*** Opening The input ***

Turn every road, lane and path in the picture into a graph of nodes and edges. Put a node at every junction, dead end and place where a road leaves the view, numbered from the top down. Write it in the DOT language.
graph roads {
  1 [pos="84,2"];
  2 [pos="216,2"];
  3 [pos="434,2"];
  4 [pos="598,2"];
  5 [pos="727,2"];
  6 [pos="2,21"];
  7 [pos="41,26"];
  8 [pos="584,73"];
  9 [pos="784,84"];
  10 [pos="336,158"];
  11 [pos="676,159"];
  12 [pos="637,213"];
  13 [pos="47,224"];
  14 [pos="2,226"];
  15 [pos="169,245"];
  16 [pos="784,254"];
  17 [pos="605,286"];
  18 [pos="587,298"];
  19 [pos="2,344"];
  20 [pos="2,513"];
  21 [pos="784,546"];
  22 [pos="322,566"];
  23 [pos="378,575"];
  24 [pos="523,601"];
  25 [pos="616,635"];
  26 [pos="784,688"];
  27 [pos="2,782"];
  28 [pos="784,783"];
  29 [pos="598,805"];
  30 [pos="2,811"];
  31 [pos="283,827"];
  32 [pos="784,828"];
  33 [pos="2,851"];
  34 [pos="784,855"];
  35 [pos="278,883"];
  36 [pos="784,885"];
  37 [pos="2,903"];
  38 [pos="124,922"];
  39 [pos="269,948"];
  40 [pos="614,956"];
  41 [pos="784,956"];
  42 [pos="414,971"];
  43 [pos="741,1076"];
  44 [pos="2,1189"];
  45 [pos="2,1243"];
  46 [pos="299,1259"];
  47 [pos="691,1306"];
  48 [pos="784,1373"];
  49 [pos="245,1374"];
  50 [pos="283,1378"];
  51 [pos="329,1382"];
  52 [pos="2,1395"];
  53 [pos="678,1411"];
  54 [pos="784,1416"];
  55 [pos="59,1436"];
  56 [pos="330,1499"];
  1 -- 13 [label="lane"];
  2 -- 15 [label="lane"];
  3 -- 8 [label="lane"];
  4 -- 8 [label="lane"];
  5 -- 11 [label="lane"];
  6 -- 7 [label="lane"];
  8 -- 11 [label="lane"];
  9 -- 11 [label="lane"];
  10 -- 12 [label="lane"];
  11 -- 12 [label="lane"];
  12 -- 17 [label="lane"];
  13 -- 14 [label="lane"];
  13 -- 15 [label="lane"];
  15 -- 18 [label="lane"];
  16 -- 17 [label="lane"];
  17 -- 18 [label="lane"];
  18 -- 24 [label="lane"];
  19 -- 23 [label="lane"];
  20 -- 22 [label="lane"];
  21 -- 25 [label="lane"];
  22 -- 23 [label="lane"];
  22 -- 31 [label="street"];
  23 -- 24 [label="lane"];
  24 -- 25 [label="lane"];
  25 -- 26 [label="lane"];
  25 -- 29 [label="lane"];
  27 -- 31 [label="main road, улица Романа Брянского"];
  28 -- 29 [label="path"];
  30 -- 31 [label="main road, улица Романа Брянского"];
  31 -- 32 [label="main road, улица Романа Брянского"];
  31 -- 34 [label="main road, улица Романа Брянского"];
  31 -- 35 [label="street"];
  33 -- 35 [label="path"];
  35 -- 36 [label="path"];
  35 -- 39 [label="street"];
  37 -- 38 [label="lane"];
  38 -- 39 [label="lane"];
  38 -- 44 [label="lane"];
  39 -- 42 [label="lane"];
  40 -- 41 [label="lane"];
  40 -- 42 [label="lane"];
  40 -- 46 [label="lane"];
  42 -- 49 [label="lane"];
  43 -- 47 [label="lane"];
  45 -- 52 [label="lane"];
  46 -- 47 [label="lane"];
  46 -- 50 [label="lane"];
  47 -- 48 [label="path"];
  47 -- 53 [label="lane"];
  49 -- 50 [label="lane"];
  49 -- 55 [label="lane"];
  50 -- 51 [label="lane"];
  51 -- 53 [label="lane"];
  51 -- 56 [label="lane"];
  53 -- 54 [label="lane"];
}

*** Closing The input ***

• [What you need to do] From the records above, extract every line exactly as it stands.

• [Written answer]
Turn every road, lane and path in the picture into a graph of nodes and edges. Put a node at every junction, dead end and place where a road leaves the view, numbered from the top down. Write it in the DOT language.
graph roads {
  1 [pos="84,2"];
  2 [pos="216,2"];
  3 [pos="434,2"];
  4 [pos="598,2"];
  5 [pos="727,2"];
  6 [pos="2,21"];
  7 [pos="41,26"];
  8 [pos="584,73"];
  9 [pos="784,84"];
  10 [pos="336,158"];
  11 [pos="676,159"];
  12 [pos="637,213"];
  13 [pos="47,224"];
  14 [pos="2,226"];
  15 [pos="169,245"];
  16 [pos="784,254"];
  17 [pos="605,286"];
  18 [pos="587,298"];
  19 [pos="2,344"];
  20 [pos="2,513"];
  21 [pos="784,546"];
  22 [pos="322,566"];
  23 [pos="378,575"];
  24 [pos="523,601"];
  25 [pos="616,635"];
  26 [pos="784,688"];
  27 [pos="2,782"];
  28 [pos="784,783"];
  29 [pos="598,805"];
  30 [pos="2,811"];
  31 [pos="283,827"];
  32 [pos="784,828"];
  33 [pos="2,851"];
  34 [pos="784,855"];
  35 [pos="278,883"];
  36 [pos="784,885"];
  37 [pos="2,903"];
  38 [pos="124,922"];
  39 [pos="269,948"];
  40 [pos="614,956"];
  41 [pos="784,956"];
  42 [pos="414,971"];
  43 [pos="741,1076"];
  44 [pos="2,1189"];
  45 [pos="2,1243"];
  46 [pos="299,1259"];
  47 [pos="691,1306"];
  48 [pos="784,1373"];
  49 [pos="245,1374"];
  50 [pos="283,1378"];
  51 [pos="329,1382"];
  52 [pos="2,1395"];
  53 [pos="678,1411"];
  54 [pos="784,1416"];
  55 [pos="59,1436"];
  56 [pos="330,1499"];
  1 -- 13 [label="lane"];
  2 -- 15 [label="lane"];
  3 -- 8 [label="lane"];
  4 -- 8 [label="lane"];
  5 -- 11 [label="lane"];
  6 -- 7 [label="lane"];
  8 -- 11 [label="lane"];
  9 -- 11 [label="lane"];
  10 -- 12 [label="lane"];
  11 -- 12 [label="lane"];
  12 -- 17 [label="lane"];
  13 -- 14 [label="lane"];
  13 -- 15 [label="lane"];
  15 -- 18 [label="lane"];
  16 -- 17 [label="lane"];
  17 -- 18 [label="lane"];
  18 -- 24 [label="lane"];
  19 -- 23 [label="lane"];
  20 -- 22 [label="lane"];
  21 -- 25 [label="lane"];
  22 -- 23 [label="lane"];
  22 -- 31 [label="street"];
  23 -- 24 [label="lane"];
  24 -- 25 [label="lane"];
  25 -- 26 [label="lane"];
  25 -- 29 [label="lane"];
  27 -- 31 [label="main road, улица Романа Брянского"];
  28 -- 29 [label="path"];
  30 -- 31 [label="main road, улица Романа Брянского"];
  31 -- 32 [label="main road, улица Романа Брянского"];
  31 -- 34 [label="main road, улица Романа Брянского"];
  31 -- 35 [label="street"];
  33 -- 35 [label="path"];
  35 -- 36 [label="path"];
  35 -- 39 [label="street"];
  37 -- 38 [label="lane"];
  38 -- 39 [label="lane"];
  38 -- 44 [label="lane"];
  39 -- 42 [label="lane"];
  40 -- 41 [label="lane"];
  40 -- 42 [label="lane"];
  40 -- 46 [label="lane"];
  42 -- 49 [label="lane"];
  43 -- 47 [label="lane"];
  45 -- 52 [label="lane"];
  46 -- 47 [label="lane"];
  46 -- 50 [label="lane"];
  47 -- 48 [label="path"];
  47 -- 53 [label="lane"];
  49 -- 50 [label="lane"];
  49 -- 55 [label="lane"];
  50 -- 51 [label="lane"];
  51 -- 53 [label="lane"];
  51 -- 56 [label="lane"];
  53 -- 54 [label="lane"];
}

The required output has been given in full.